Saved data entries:
____________________

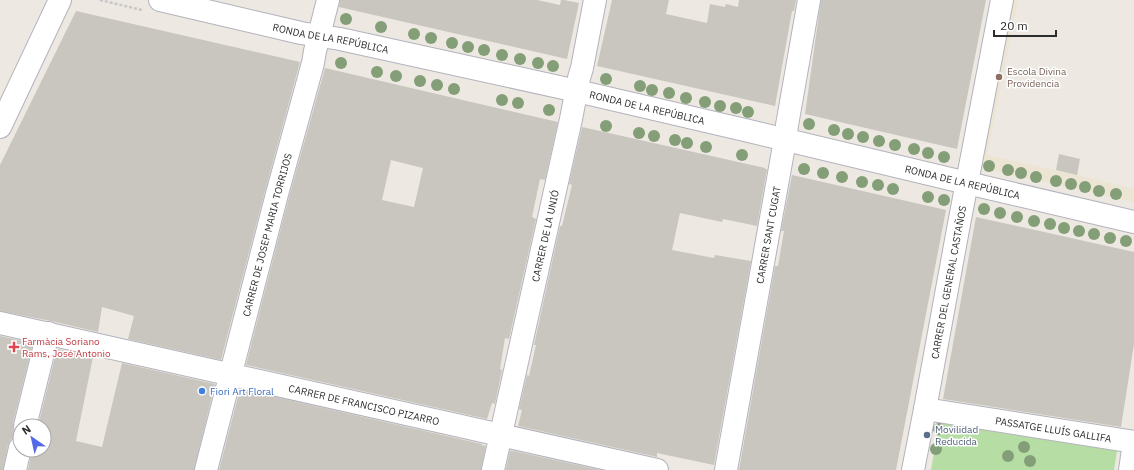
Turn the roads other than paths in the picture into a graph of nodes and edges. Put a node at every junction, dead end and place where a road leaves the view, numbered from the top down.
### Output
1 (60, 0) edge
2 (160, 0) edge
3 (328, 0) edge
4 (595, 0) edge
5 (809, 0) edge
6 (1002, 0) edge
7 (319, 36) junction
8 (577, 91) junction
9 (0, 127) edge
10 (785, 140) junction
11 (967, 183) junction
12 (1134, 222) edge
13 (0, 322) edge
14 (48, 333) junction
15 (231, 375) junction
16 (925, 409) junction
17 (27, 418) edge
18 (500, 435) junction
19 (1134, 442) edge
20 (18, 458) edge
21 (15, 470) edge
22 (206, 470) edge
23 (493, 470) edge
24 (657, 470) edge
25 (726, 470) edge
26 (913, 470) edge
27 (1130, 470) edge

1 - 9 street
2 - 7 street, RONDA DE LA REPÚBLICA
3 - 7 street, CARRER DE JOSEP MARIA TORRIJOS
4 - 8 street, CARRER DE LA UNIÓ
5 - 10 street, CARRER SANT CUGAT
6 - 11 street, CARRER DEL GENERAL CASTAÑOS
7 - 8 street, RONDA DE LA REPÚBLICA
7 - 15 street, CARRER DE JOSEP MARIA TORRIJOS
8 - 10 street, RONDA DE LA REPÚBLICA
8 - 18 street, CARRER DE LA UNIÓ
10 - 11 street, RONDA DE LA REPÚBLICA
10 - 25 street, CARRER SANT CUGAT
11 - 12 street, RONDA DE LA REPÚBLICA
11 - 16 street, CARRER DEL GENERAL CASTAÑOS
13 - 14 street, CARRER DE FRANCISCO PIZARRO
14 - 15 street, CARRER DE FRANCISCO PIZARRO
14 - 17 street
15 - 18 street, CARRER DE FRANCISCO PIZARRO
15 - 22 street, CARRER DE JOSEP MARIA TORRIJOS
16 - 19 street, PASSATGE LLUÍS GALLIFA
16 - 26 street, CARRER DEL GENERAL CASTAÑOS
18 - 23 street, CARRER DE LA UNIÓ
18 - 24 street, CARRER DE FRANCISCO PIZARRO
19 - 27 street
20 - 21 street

____________________

HOW TO COMPLETE THIS TASK
Locate the word "FRANCISCO" in the records and collect each line it appears in.

WRITTEN REPLY
13 - 14 street, CARRER DE FRANCISCO PIZARRO
14 - 15 street, CARRER DE FRANCISCO PIZARRO
15 - 18 street, CARRER DE FRANCISCO PIZARRO
18 - 24 street, CARRER DE FRANCISCO PIZARRO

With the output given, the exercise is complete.